### DATASET CONTENT
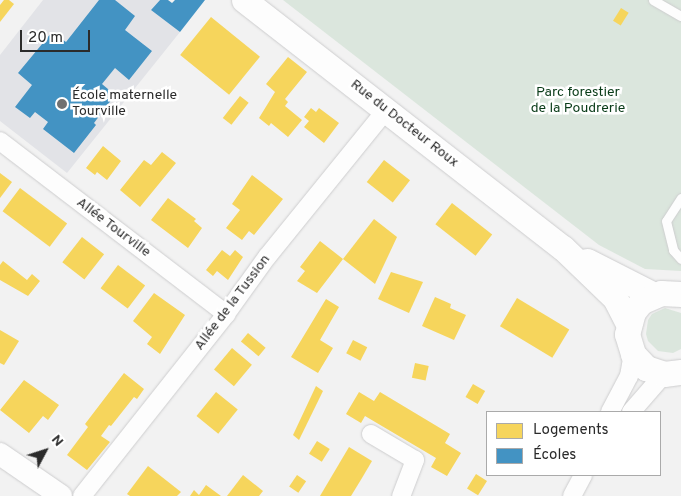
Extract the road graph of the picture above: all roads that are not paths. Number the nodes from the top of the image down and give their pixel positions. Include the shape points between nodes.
1 (244, 0) edge
2 (653, 0) edge
3 (681, 16) edge
4 (386, 110) junction
5 (0, 141) edge
6 (681, 198) edge
7 (563, 248) junction
8 (681, 258) edge
9 (681, 294) edge
10 (654, 295) junction
11 (226, 314) junction
12 (628, 324) junction
13 (634, 354) junction
14 (672, 373) edge
15 (610, 411) edge
16 (632, 411) edge
17 (371, 434) dead end
18 (0, 454) edge
19 (61, 496) edge
20 (82, 496) edge
21 (401, 496) edge

1 - 4 main road, Rue du Docteur Roux
2 - 3 lane
4 - 7 main road, Rue du Docteur Roux
4 - 11 street, Allée de la Tussion
5 - 11 street, Allée Tourville
6 - 8 lane via 666,221 672,250
7 - 10 main road, Rue du Docteur Roux
7 - 12 main road, Rue du Docteur Roux via 615,298
9 - 10 main road
10 - 12 main road via 633,312
11 - 20 street, Allée de la Tussion
12 - 13 main road, Rue du Docteur Roux via 629,345
13 - 14 main road via 646,368
13 - 15 street via 628,376
14 - 16 street
17 - 21 street via 415,460
18 - 19 street

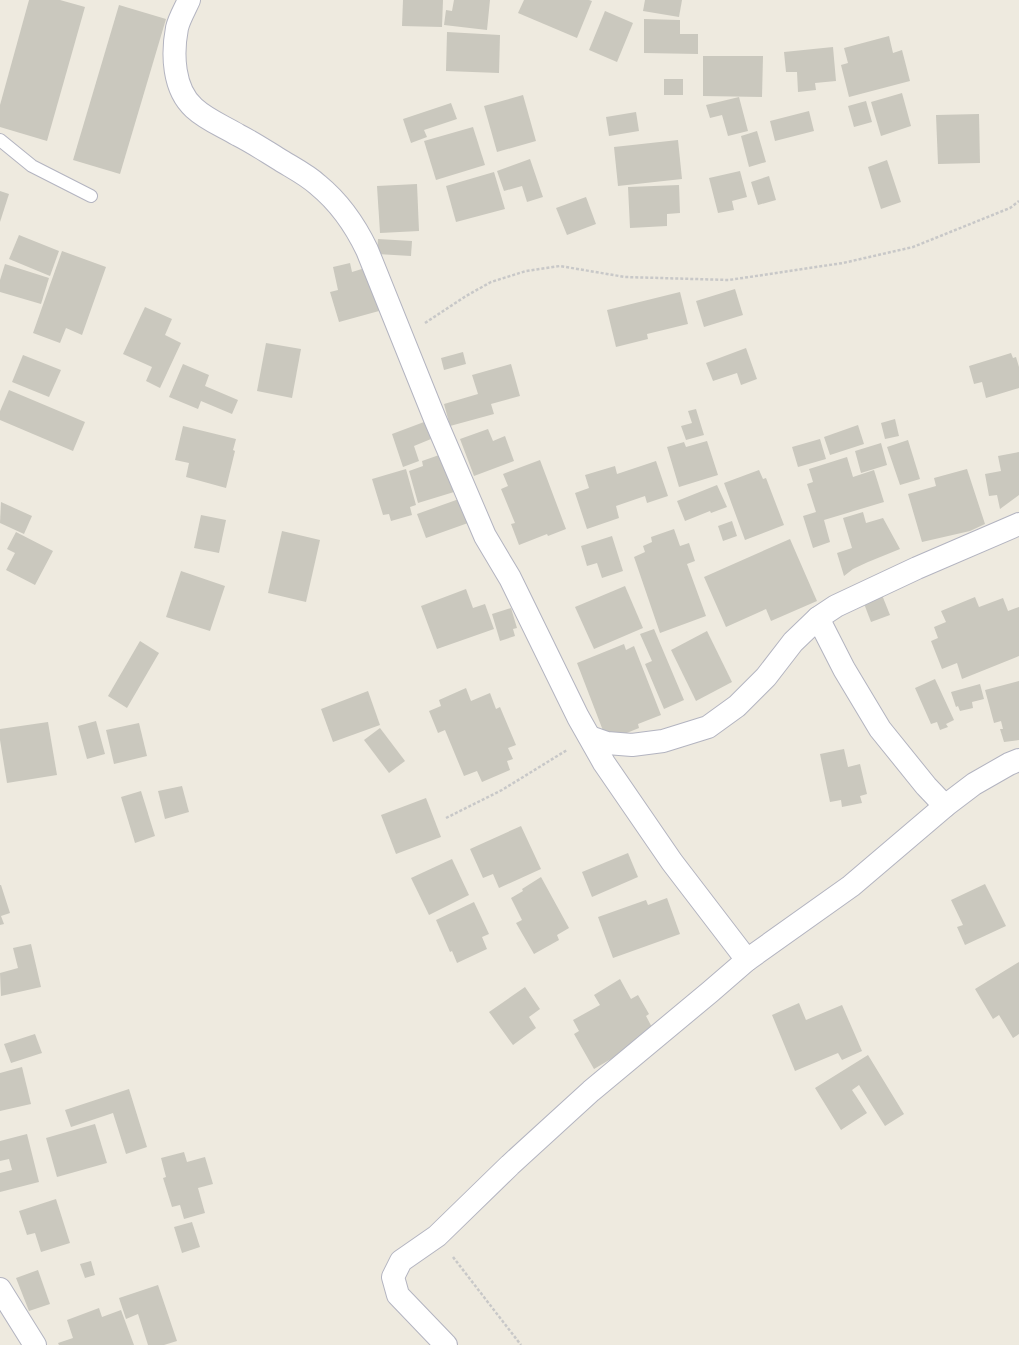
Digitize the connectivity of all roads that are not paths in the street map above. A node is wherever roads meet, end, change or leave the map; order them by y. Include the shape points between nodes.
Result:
######
- PROBLEM DETAILS: Leaving out the pictures, restate the listing above exactly.

- THE COMPLETED TASK:
Extract the road graph of the picture above: all roads that are not paths. Number the nodes from the top of the image down and give their pixel positions. Include the shape points between nodes.
1 (244, 0) edge
2 (653, 0) edge
3 (681, 16) edge
4 (386, 110) junction
5 (0, 141) edge
6 (681, 198) edge
7 (563, 248) junction
8 (681, 258) edge
9 (681, 294) edge
10 (654, 295) junction
11 (226, 314) junction
12 (628, 324) junction
13 (634, 354) junction
14 (672, 373) edge
15 (610, 411) edge
16 (632, 411) edge
17 (371, 434) dead end
18 (0, 454) edge
19 (61, 496) edge
20 (82, 496) edge
21 (401, 496) edge

1 - 4 main road, Rue du Docteur Roux
2 - 3 lane
4 - 7 main road, Rue du Docteur Roux
4 - 11 street, Allée de la Tussion
5 - 11 street, Allée Tourville
6 - 8 lane via 666,221 672,250
7 - 10 main road, Rue du Docteur Roux
7 - 12 main road, Rue du Docteur Roux via 615,298
9 - 10 main road
10 - 12 main road via 633,312
11 - 20 street, Allée de la Tussion
12 - 13 main road, Rue du Docteur Roux via 629,345
13 - 14 main road via 646,368
13 - 15 street via 628,376
14 - 16 street
17 - 21 street via 415,460
18 - 19 street

Digitize the connectivity of all roads that are not paths in the street map above. A node is wherever roads meet, end, change or leave the map; order them by y. Include the shape points between nodes.
Result:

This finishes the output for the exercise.